PROBLEM: In the copy, keep every word of the data below and none of its pictures.
### DATA EXTRACTS
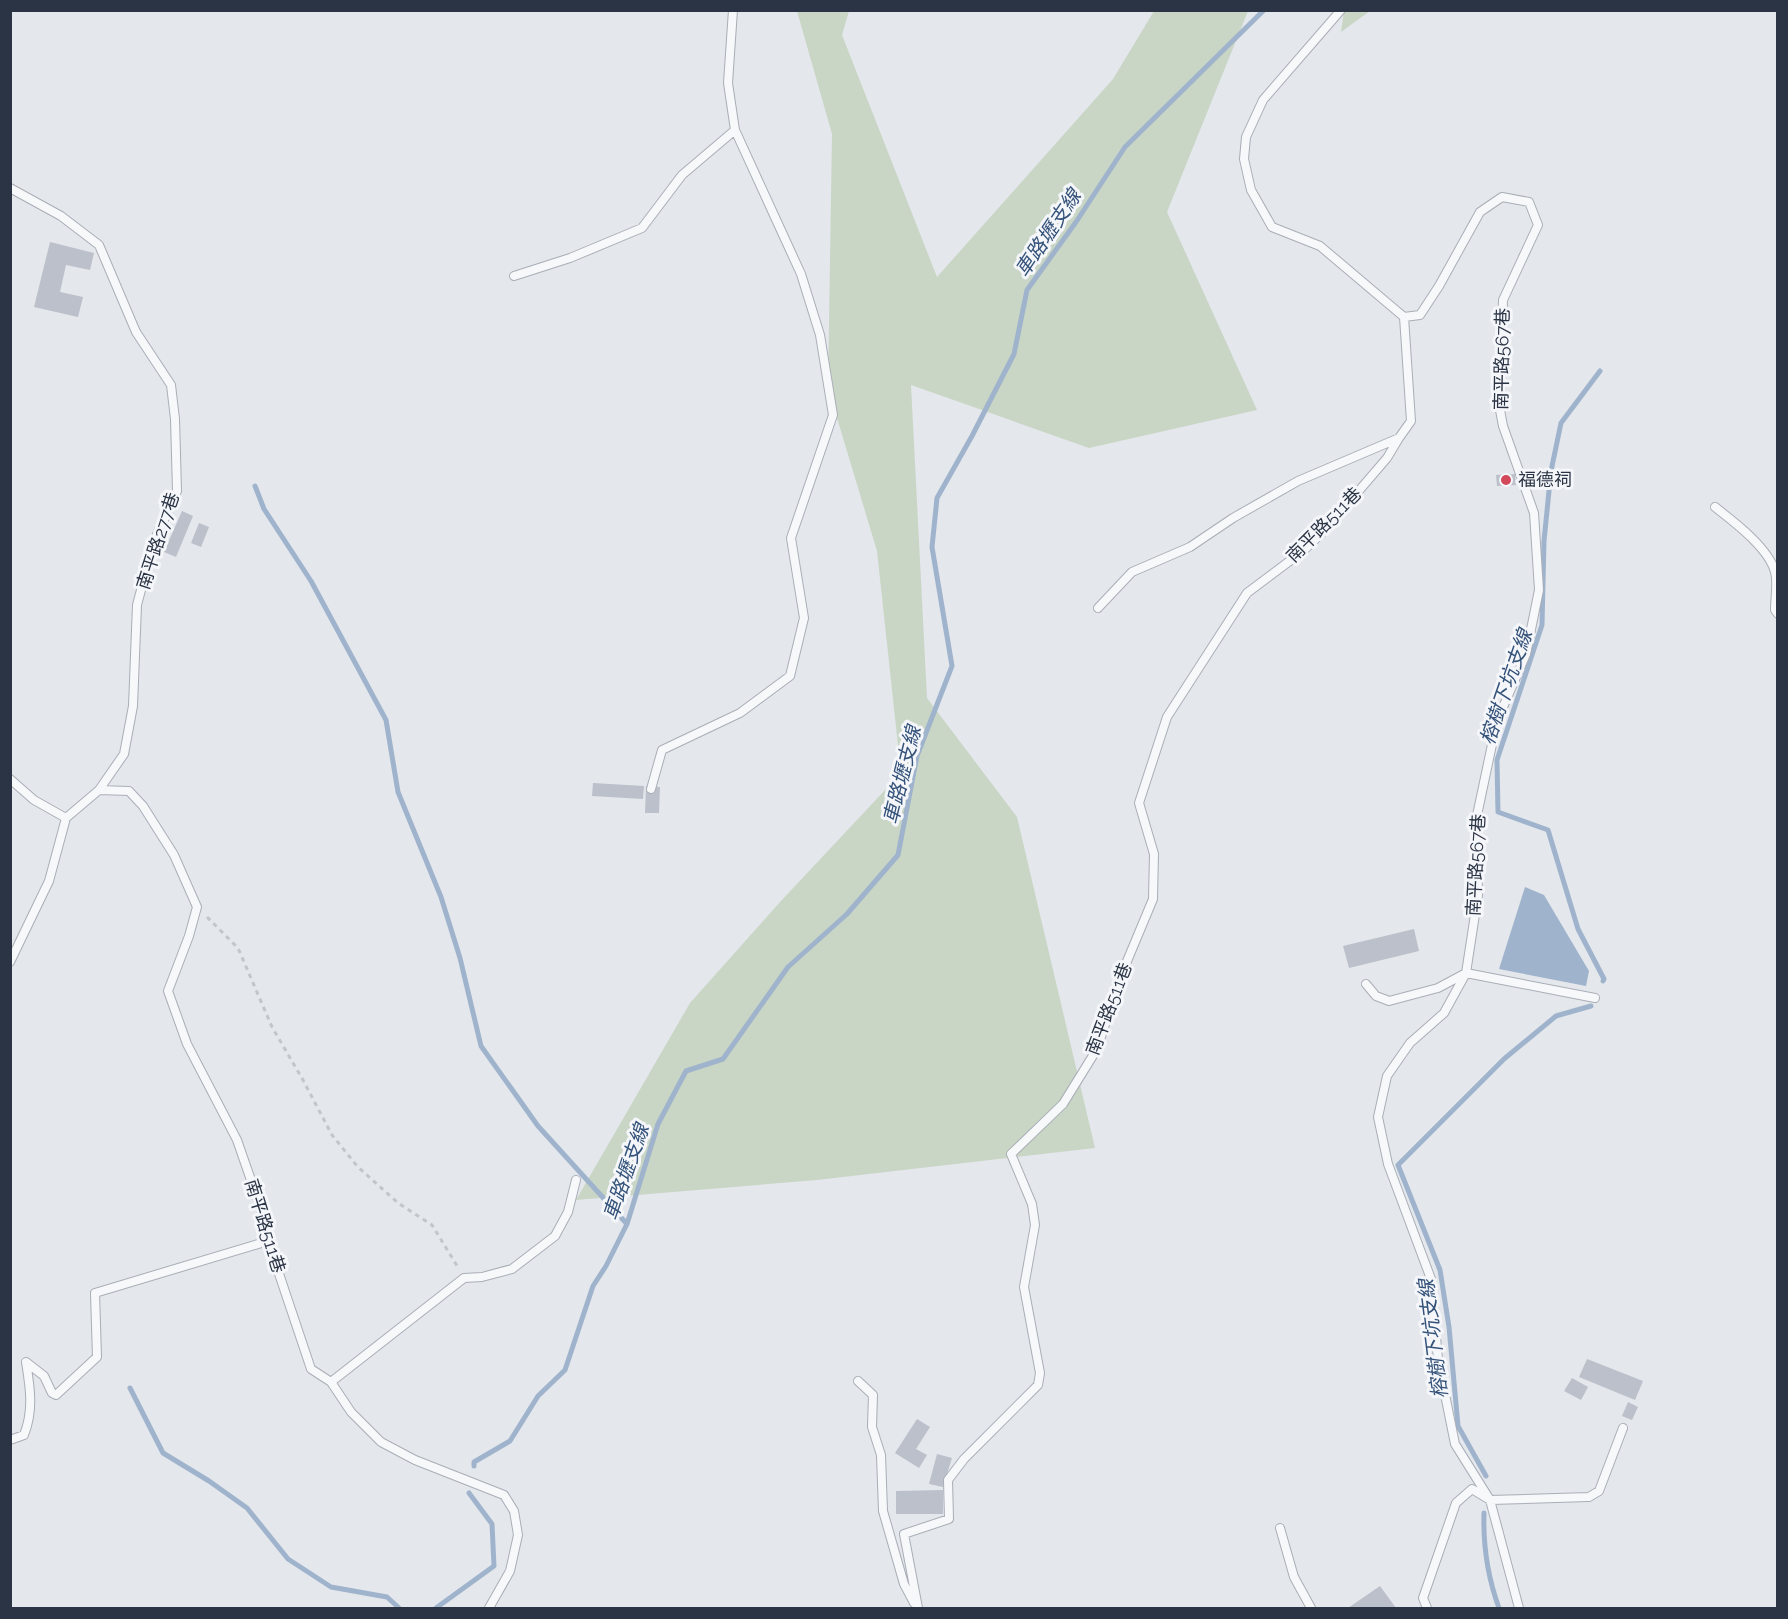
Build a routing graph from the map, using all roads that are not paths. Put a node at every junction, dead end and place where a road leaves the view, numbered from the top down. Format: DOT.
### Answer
graph roads {
  1 [pos="733,10"];
  2 [pos="1341,10"];
  3 [pos="735,130"];
  4 [pos="10,188"];
  5 [pos="514,276"];
  6 [pos="1404,317"];
  7 [pos="1399,438"];
  8 [pos="1715,507"];
  9 [pos="1098,608"];
  10 [pos="1778,615"];
  11 [pos="10,779"];
  12 [pos="651,789"];
  13 [pos="99,790"];
  14 [pos="66,818"];
  15 [pos="10,962"];
  16 [pos="1466,973"];
  17 [pos="1366,984"];
  18 [pos="1595,998"];
  19 [pos="576,1180"];
  20 [pos="268,1241"];
  21 [pos="858,1381"];
  22 [pos="331,1382"];
  23 [pos="1623,1428"];
  24 [pos="10,1440"];
  25 [pos="1490,1500"];
  26 [pos="1280,1528"];
  27 [pos="489,1608"];
  28 [pos="917,1608"];
  29 [pos="1311,1608"];
  30 [pos="1427,1608"];
  31 [pos="1519,1608"];
  1 -- 3 [label="lane"];
  2 -- 6 [label="lane"];
  3 -- 5 [label="lane"];
  3 -- 12 [label="lane"];
  4 -- 13 [label="lane, 南平路277巷"];
  6 -- 7 [label="lane"];
  6 -- 16 [label="lane, 南平路567巷"];
  7 -- 9 [label="lane"];
  7 -- 28 [label="lane, 南平路511巷"];
  8 -- 10 [label="lane"];
  11 -- 14 [label="lane"];
  13 -- 14 [label="lane, 南平路277巷"];
  13 -- 20 [label="lane, 南平路511巷"];
  14 -- 15 [label="lane"];
  16 -- 17 [label="lane"];
  16 -- 18 [label="lane"];
  16 -- 25 [label="lane, 南平路567巷"];
  19 -- 22 [label="lane"];
  20 -- 22 [label="lane, 南平路511巷"];
  20 -- 24 [label="lane"];
  21 -- 28 [label="lane"];
  22 -- 27 [label="lane, 南平路511巷"];
  23 -- 25 [label="lane"];
  25 -- 30 [label="lane"];
  25 -- 31 [label="lane, 南平路567巷"];
  26 -- 29 [label="lane"];
}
######
SOLUTION:
Build a routing graph from the map, using all roads that are not paths. Put a node at every junction, dead end and place where a road leaves the view, numbered from the top down. Format: DOT.
### Answer
graph roads {
  1 [pos="733,10"];
  2 [pos="1341,10"];
  3 [pos="735,130"];
  4 [pos="10,188"];
  5 [pos="514,276"];
  6 [pos="1404,317"];
  7 [pos="1399,438"];
  8 [pos="1715,507"];
  9 [pos="1098,608"];
  10 [pos="1778,615"];
  11 [pos="10,779"];
  12 [pos="651,789"];
  13 [pos="99,790"];
  14 [pos="66,818"];
  15 [pos="10,962"];
  16 [pos="1466,973"];
  17 [pos="1366,984"];
  18 [pos="1595,998"];
  19 [pos="576,1180"];
  20 [pos="268,1241"];
  21 [pos="858,1381"];
  22 [pos="331,1382"];
  23 [pos="1623,1428"];
  24 [pos="10,1440"];
  25 [pos="1490,1500"];
  26 [pos="1280,1528"];
  27 [pos="489,1608"];
  28 [pos="917,1608"];
  29 [pos="1311,1608"];
  30 [pos="1427,1608"];
  31 [pos="1519,1608"];
  1 -- 3 [label="lane"];
  2 -- 6 [label="lane"];
  3 -- 5 [label="lane"];
  3 -- 12 [label="lane"];
  4 -- 13 [label="lane, 南平路277巷"];
  6 -- 7 [label="lane"];
  6 -- 16 [label="lane, 南平路567巷"];
  7 -- 9 [label="lane"];
  7 -- 28 [label="lane, 南平路511巷"];
  8 -- 10 [label="lane"];
  11 -- 14 [label="lane"];
  13 -- 14 [label="lane, 南平路277巷"];
  13 -- 20 [label="lane, 南平路511巷"];
  14 -- 15 [label="lane"];
  16 -- 17 [label="lane"];
  16 -- 18 [label="lane"];
  16 -- 25 [label="lane, 南平路567巷"];
  19 -- 22 [label="lane"];
  20 -- 22 [label="lane, 南平路511巷"];
  20 -- 24 [label="lane"];
  21 -- 28 [label="lane"];
  22 -- 27 [label="lane, 南平路511巷"];
  23 -- 25 [label="lane"];
  25 -- 30 [label="lane"];
  25 -- 31 [label="lane, 南平路567巷"];
  26 -- 29 [label="lane"];
}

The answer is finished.